Schöne Interpretationen zum Wesen der Felsformationen, ihre Entstehungsgeschichte ist allerdings etwas nüchterner. Tatsächlich sind die Felsen Überreste eines einst viel höheren, längst erodierten Stratovulkans. Der heutige Roque Nublo war ein Pfropfen im Vulkanschlot. Er überstand mehrere Ausbrüche, erhärtete sich und blieb schlussendlich als Felsnadel von immenser symbolischer Kraft für die Ureinwohner der Insel stehen. Den Altkanariern war der Basaltfelsen heilig. Mit dem Boden verwurzelt und zugleich verbunden mit dem Himmel war er der perfekte Kultort, an dem sie dem Sonnengott ihre Opfer darbrachten.
Der gesamte Ort hat wirklich etwas Mystisches. Nicht selten wird die Spitze des Roque Nublo von Wolken umhüllt – daher auch der Name „Wolkenfelsen“. Und ringsherum eröffnet sich eine zerklüftete Landschaft von unglaublicher Vielfalt. Schroffe Felswände treffen auf tiefe Täler, und von den Bergen aus lassen sich eingesunkene Krater des ehemaligen Vulkans bewundern, wie zum Beispiel die Caldera de Tejeda mit einem Durchmesser von 25 Kilometern. Bester Aussichtspunkt auf das Naturwunder ist der Mirador Degollada de las Palomas, der weite Blicke über das Tal bietet.
Der Roque Nublo ist in den größten Naturraum Gran Canarias eingebettet, den nach ihm benannten Parque Rural del Nublo. 2005 wurde die 26.000 Hektar große Region von der UNESCO zum Weltbiosphärenreservat erklärt. Die biologische Vielfalt ist bemerkenswert, die Palette reicht von kanarischen Kiefernwäldern über Strauchlandschaften bis hin zu farbenfrohen Blütenpflanzen wie dem leuchtend gelben Ginster.
Die mystische Kultstätte ist heute noch ein symbolträchtiger Wallfahrtsort für die Einheimischen. Doch auch Touristen wollen den Felsen bewundern und in der schönen Gegend wandern. Es gibt zahlreiche Routen, viele davon sind nicht allzu beschwerlich und bieten trotzdem tolle Panoramen. Die beliebteste Trekkingroute (ca. 4,7 km, 2 Stunden, leicht) startet am Steinplateau La Goleta, wo ein Parkplatz (Aparcamiento de la Degollada de La Goleta) angelegt ist. Schon die Fahrt dorthin ist ein Erlebnis, es geht bergauf durch eine enorm vielfältige Landschaft, wobei immer wieder ein Fotostopp lockt.

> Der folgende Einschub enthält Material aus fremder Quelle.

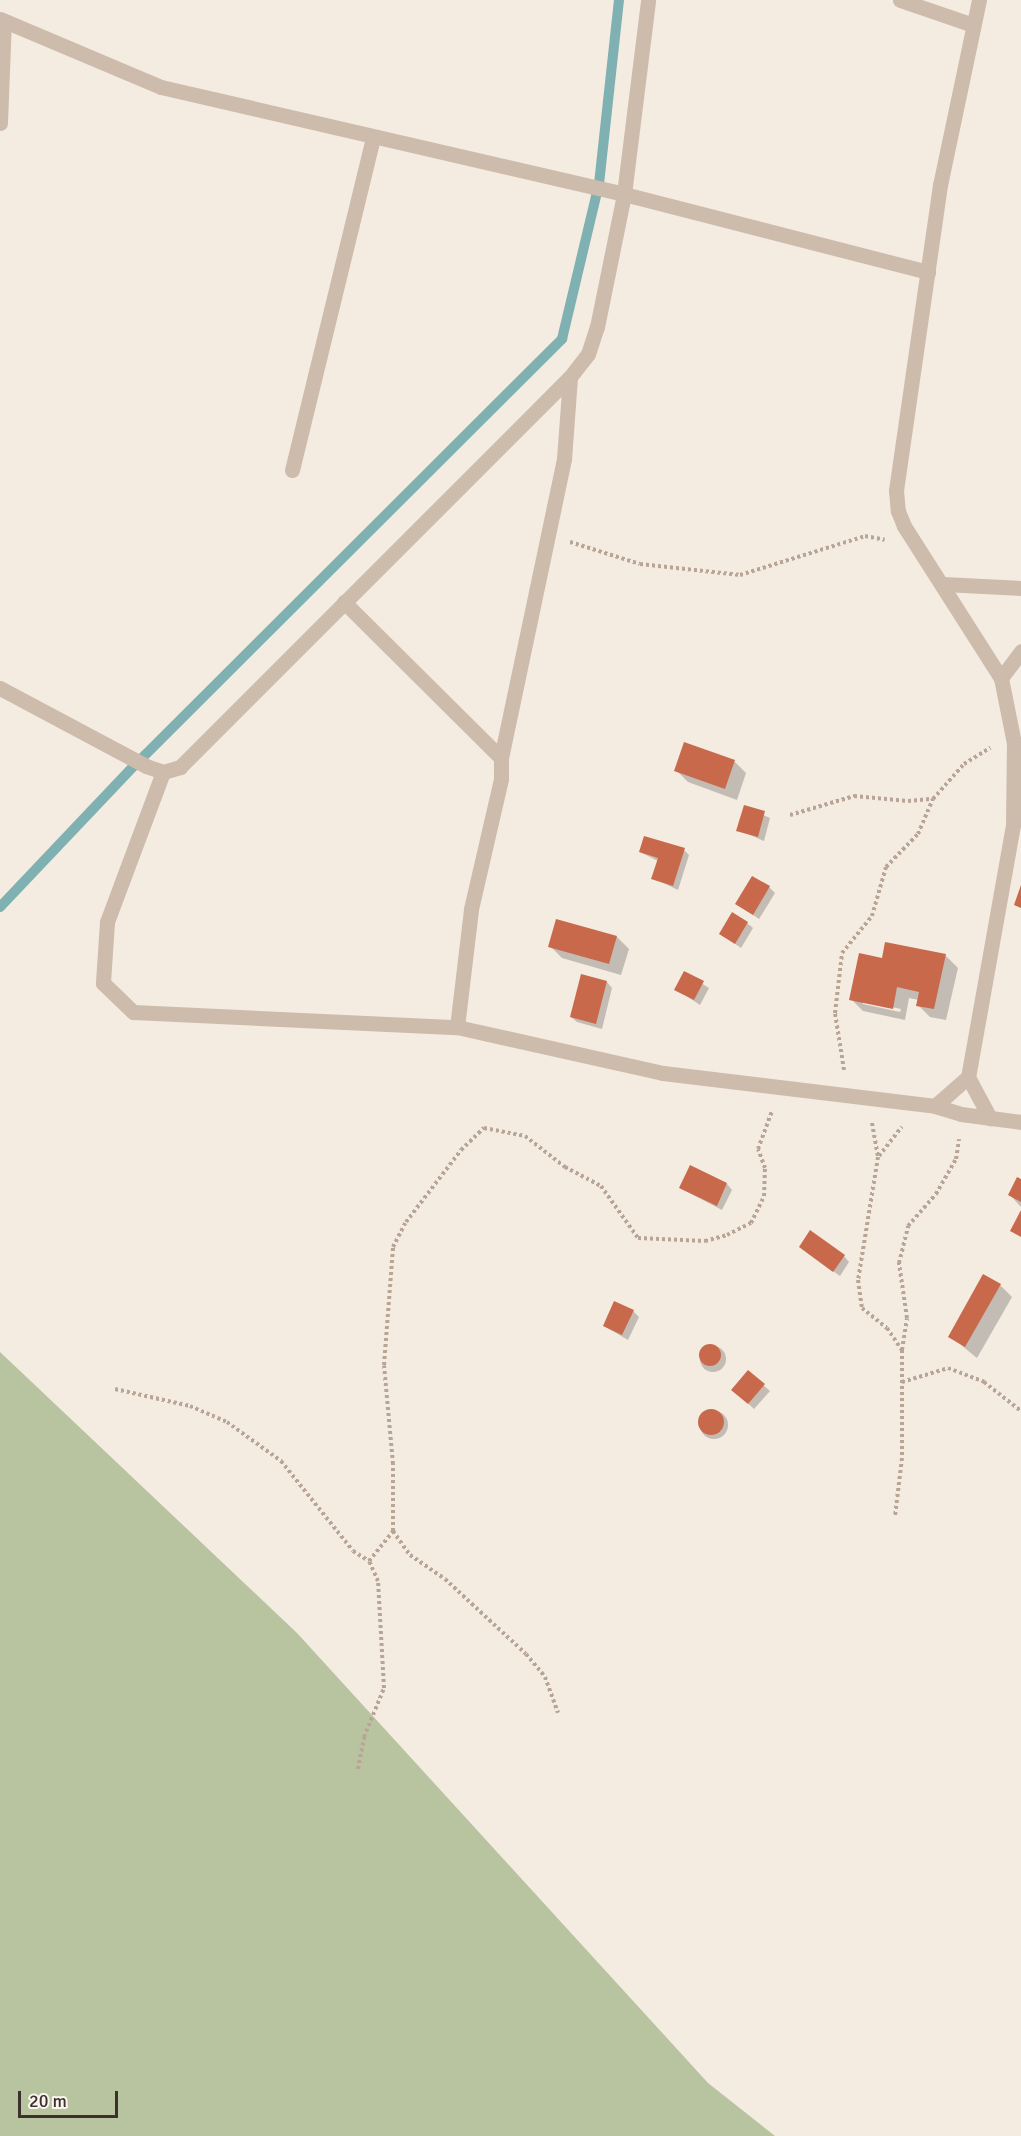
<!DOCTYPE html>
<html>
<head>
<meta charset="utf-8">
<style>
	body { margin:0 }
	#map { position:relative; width:1021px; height:2136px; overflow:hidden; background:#f4ebe1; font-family:Signika,sans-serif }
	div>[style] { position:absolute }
	.green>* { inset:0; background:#b8c4a0 }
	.shadow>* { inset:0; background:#0003 }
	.round { border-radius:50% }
	.stream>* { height:10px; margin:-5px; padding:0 5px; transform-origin:5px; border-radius:5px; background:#7fb0b2 }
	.building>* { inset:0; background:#c8694b }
	.path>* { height:4px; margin-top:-2px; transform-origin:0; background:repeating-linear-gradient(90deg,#b9a596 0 3px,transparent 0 6px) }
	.street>* { height:15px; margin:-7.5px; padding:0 7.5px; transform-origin:7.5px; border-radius:7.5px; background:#cdbbac }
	span { translate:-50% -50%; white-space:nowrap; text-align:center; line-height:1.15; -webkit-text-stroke:6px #fbf5ee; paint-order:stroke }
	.scale { position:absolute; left:18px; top:2091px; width:100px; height:27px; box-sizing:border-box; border:3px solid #3b302b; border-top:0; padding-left:8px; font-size:18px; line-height:21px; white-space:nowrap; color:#3b302b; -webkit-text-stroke:4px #fbf5ee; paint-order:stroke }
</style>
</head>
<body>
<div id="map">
	<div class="green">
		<i style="clip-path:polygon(0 1352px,297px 1633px,708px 2083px,775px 2136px,0 2136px)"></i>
	</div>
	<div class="shadow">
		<i style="clip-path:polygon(685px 744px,735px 762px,746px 773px,737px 800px,688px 782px,676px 770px)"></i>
		<i style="clip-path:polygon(745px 807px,770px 818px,764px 841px,738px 830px)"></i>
		<i style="clip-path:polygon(684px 850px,689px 855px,678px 890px,653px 878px,658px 861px,640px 852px)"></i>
		<i style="clip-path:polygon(769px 887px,775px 893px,759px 919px,737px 904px)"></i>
		<i style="clip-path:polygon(557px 921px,617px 937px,629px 949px,621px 975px,562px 958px,550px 946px)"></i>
		<i style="clip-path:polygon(747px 923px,753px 928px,741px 948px,721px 934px)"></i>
		<i style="clip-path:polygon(evenodd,946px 956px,958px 968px,946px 1020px,930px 1017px,918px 1005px,919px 1000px,909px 998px,905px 1020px,863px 1011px,851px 999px,883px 960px,946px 956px,863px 1001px,901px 1009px,900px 1012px,863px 1004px,863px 1001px)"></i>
		<i style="clip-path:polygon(685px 973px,709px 988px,700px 1005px,676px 989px)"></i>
		<i style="clip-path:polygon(607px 982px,612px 988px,602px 1029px,577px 1022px,571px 1017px)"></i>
		<i style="clip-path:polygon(1021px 1180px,1021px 1207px,1010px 1195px)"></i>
		<i style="clip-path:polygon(727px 1184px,732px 1190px,722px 1210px,680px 1188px)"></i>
		<i style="clip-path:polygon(806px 1252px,844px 1256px,849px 1262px,840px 1276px)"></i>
		<i style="clip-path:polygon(1000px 1285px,1012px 1297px,977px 1358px,950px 1336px)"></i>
		<i style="clip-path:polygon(633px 1311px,639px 1317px,628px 1340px,604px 1326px)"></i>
		<i class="round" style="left:700px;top:1346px;width:26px;height:26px"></i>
		<i style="clip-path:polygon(748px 1372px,770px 1391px,754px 1409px,739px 1395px)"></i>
		<i class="round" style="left:700px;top:1411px;width:28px;height:28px"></i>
	</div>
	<div class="stream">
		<i style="left:0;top:907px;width:195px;rotate:-46.5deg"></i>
		<i style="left:134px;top:766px;width:605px;rotate:-44.93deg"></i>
		<i style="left:562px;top:339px;width:159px;rotate:-76.6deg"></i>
		<i style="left:599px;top:184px;width:185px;rotate:-83.8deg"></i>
	</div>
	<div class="building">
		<i style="clip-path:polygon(684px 742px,735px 760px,725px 789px,674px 771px)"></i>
		<i style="clip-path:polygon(744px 805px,765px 811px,758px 837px,736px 831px)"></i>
		<i style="clip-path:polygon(644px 836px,685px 848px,673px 886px,651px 879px,658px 858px,639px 852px)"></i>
		<i style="clip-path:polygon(752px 876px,770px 886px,753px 915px,735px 904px)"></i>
		<i style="clip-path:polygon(1021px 885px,1021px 908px,1014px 905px)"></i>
		<i style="clip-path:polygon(732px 912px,748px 922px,735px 944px,719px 934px)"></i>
		<i style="clip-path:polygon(556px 919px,617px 936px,609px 964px,548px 947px)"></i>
		<i style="clip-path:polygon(885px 942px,946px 954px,934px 1009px,916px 1006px,919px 992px,897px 987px,893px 1009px,849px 1000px,859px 953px,882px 958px)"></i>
		<i style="clip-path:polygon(684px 971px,704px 981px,694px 1000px,674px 990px)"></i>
		<i style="clip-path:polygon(581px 974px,607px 981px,596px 1024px,570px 1017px)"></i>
		<i style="clip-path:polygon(690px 1165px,727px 1183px,717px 1206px,679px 1188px)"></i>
		<i style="clip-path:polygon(1017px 1177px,1021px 1179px,1021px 1202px,1008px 1195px)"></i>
		<i style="clip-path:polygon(1021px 1210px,1021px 1237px,1010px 1231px)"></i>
		<i style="clip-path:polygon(810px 1230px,845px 1255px,833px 1272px,799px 1247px)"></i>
		<i style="clip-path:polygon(983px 1274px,1001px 1284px,965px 1347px,948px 1337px)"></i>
		<i style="clip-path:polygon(614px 1301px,634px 1310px,622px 1335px,603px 1326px)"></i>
		<i class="round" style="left:699px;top:1344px;width:22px;height:22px"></i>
		<i style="clip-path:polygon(748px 1370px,765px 1384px,748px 1404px,731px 1390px)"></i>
		<i class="round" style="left:698px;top:1409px;width:26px;height:26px"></i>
	</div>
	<div class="path">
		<i style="left:570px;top:542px;width:73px;rotate:17.4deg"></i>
		<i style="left:640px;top:564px;width:101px;rotate:6.3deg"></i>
		<i style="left:740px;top:575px;width:131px;rotate:-17.3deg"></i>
		<i style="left:865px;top:536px;width:20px;rotate:11deg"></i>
		<i style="left:790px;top:815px;width:67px;rotate:-16.5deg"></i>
		<i style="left:854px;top:796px;width:54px;rotate:5.3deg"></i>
		<i style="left:908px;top:801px;width:25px;rotate:-5deg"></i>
		<i style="left:933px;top:799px;width:47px;rotate:-48.5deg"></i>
		<i style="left:964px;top:764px;width:31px;rotate:-32deg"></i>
		<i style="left:844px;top:1070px;width:58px;rotate:-99deg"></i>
		<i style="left:835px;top:1013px;width:60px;rotate:-83.3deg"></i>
		<i style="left:842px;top:953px;width:48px;rotate:-51deg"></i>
		<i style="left:872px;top:916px;width:51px;rotate:-74.1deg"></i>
		<i style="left:886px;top:867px;width:46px;rotate:-45.9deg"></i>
		<i style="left:918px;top:834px;width:38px;rotate:-67deg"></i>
		<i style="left:872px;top:1123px;width:35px;rotate:80deg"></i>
		<i style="left:878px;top:1157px;width:125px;rotate:99.2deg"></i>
		<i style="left:858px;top:1280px;width:28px;rotate:82deg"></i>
		<i style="left:862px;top:1308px;width:32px;rotate:39deg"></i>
		<i style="left:887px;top:1328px;width:27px;rotate:56deg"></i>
		<i style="left:902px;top:1350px;width:108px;rotate:90deg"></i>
		<i style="left:902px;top:1458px;width:58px;rotate:96.9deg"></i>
		<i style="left:879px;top:1156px;width:37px;rotate:-52deg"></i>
		<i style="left:902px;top:1350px;width:32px;rotate:-81deg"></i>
		<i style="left:907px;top:1318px;width:56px;rotate:-98.3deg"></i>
		<i style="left:899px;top:1263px;width:38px;rotate:-76deg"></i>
		<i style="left:908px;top:1226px;width:43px;rotate:-48.8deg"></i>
		<i style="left:936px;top:1194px;width:40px;rotate:-60.3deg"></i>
		<i style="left:956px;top:1159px;width:20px;rotate:-81deg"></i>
		<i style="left:902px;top:1382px;width:48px;rotate:-16.9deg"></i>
		<i style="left:948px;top:1368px;width:39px;rotate:21deg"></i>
		<i style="left:984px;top:1382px;width:47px;rotate:38.1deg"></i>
		<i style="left:115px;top:1389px;width:77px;rotate:12.8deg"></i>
		<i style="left:190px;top:1406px;width:40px;rotate:23.4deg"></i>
		<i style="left:227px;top:1422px;width:67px;rotate:35.8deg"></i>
		<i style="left:281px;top:1461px;width:115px;rotate:51.3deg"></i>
		<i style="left:353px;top:1551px;width:19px;rotate:32deg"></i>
		<i style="left:369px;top:1561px;width:38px;rotate:-51deg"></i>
		<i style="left:393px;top:1531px;width:67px;rotate:-90deg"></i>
		<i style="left:393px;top:1464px;width:99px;rotate:-95.2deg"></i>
		<i style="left:384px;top:1365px;width:118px;rotate:-85.6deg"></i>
		<i style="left:393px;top:1247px;width:28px;rotate:-63deg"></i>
		<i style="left:406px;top:1222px;width:91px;rotate:-52.6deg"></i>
		<i style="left:461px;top:1150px;width:32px;rotate:-44deg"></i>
		<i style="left:484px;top:1128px;width:42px;rotate:11deg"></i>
		<i style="left:525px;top:1136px;width:51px;rotate:37.8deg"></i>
		<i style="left:565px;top:1167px;width:41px;rotate:27.8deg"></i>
		<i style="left:601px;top:1186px;width:64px;rotate:54.6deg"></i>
		<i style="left:638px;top:1238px;width:67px;rotate:2.6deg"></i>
		<i style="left:705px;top:1241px;width:23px;rotate:-15deg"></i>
		<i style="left:727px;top:1235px;width:27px;rotate:-27deg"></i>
		<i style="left:751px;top:1223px;width:30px;rotate:-64deg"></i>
		<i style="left:764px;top:1196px;width:28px;rotate:-88deg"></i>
		<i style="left:765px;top:1168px;width:20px;rotate:-110deg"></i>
		<i style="left:758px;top:1149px;width:40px;rotate:-69.8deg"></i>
		<i style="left:393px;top:1531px;width:29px;rotate:55deg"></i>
		<i style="left:410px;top:1555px;width:42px;rotate:34.4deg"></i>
		<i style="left:445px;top:1579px;width:110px;rotate:42.8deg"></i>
		<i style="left:526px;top:1654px;width:30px;rotate:50deg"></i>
		<i style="left:545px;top:1677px;width:38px;rotate:70deg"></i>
		<i style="left:358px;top:1769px;width:33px;rotate:-79deg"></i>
		<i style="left:364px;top:1737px;width:53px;rotate:-67.8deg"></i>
		<i style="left:384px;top:1688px;width:107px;rotate:-93.2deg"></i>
		<i style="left:378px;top:1581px;width:22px;rotate:-114deg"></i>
	</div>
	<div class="street">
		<i style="left:900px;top:0;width:77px;rotate:18.9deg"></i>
		<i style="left:979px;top:0;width:189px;rotate:101.9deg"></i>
		<i style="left:940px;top:185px;width:308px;rotate:98.2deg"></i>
		<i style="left:896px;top:490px;width:21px;rotate:85deg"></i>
		<i style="left:898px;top:511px;width:16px;rotate:68deg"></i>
		<i style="left:904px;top:526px;width:180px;rotate:57.5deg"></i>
		<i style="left:1001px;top:678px;width:66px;rotate:78.7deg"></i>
		<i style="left:1014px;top:743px;width:82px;rotate:90.7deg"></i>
		<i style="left:1013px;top:825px;width:256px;rotate:100.1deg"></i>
		<i style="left:968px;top:1077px;width:47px;rotate:61.8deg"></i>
		<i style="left:0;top:19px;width:175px;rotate:22.9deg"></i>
		<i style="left:161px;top:87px;width:475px;rotate:13deg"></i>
		<i style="left:624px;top:194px;width:314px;rotate:14.4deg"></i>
		<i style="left:0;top:123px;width:102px;rotate:-87.8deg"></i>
		<i style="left:292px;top:470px;width:343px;rotate:-76.3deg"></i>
		<i style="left:943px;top:584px;width:78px;rotate:2.9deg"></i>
		<i style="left:344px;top:602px;width:221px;rotate:44.8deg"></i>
		<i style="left:1001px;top:678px;width:34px;rotate:-53deg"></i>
		<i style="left:0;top:688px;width:166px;rotate:28.1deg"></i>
		<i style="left:146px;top:766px;width:18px;rotate:19deg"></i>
		<i style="left:163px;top:772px;width:18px;rotate:-16deg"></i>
		<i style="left:180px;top:767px;width:552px;rotate:-45deg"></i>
		<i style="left:570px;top:377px;width:29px;rotate:-52deg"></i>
		<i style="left:588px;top:354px;width:28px;rotate:-72deg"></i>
		<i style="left:597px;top:327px;width:136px;rotate:-78.5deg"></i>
		<i style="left:624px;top:194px;width:195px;rotate:-82.9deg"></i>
		<i style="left:163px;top:772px;width:160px;rotate:110.5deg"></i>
		<i style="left:107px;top:922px;width:61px;rotate:93.8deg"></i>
		<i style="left:103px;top:983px;width:42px;rotate:44deg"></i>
		<i style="left:133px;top:1012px;width:324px;rotate:2.7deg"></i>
		<i style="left:457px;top:1027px;width:211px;rotate:12.6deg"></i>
		<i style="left:663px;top:1073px;width:274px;rotate:6.9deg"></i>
		<i style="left:935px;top:1106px;width:27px;rotate:17deg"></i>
		<i style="left:961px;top:1114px;width:61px;rotate:7.6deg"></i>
		<i style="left:457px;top:1027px;width:119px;rotate:-83.2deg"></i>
		<i style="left:471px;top:909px;width:133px;rotate:-77deg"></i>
		<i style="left:501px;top:779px;width:21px;rotate:-90deg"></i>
		<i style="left:501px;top:758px;width:306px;rotate:-78.1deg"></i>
		<i style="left:564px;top:459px;width:82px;rotate:-85.8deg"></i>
		<i style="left:935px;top:1106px;width:44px;rotate:-41.3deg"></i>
	</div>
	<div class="scale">20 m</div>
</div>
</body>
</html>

Vom Parkplatz aus wählt man am besten den mittleren Weg Richtung Roque Nublo (S-70). Er führt mit meist nur geringer Steigung am Bergrand entlang mit großartigen Weitblicken über die Landschaft und das Dörfchen Ayacata. Auf dem Plateau des Roque Nublos angekommen, werdet ihr mit einer gewaltigen Aussicht in alle Himmelsrichtungen belohnt, bei gutem Wetter gar bis zum Teide-Gipfel auf der Nachbarinsel Teneriffa. Lasst den Ort auf euch wirken, bevor es von dort aus wieder zurück zum Parkplatz geht.
Mutige und erfahrene Kletterer setzen sogar noch eins oben drauf und nehmen die Besteigung des eigentlichen Felsens in Angriff – mehrere Klettersteige führen hinauf auf die Spitze. Doch keine Sorge, auch ohne die letzten Höhenmeter wird euch der Roque Nublo mit seiner geologischen und spirituellen Geschichte stets im Gedächtnis bleiben.
Der vom gleichnamigen Felsen gekrönte Berg liegt im Municipio Tejeda, im Zentrum Gran Canarias. Bis zu den nächstgelegenen Ortschaften Ayacata im Süden und La Culata im Nordosten sind es jeweils zwei Kilometer.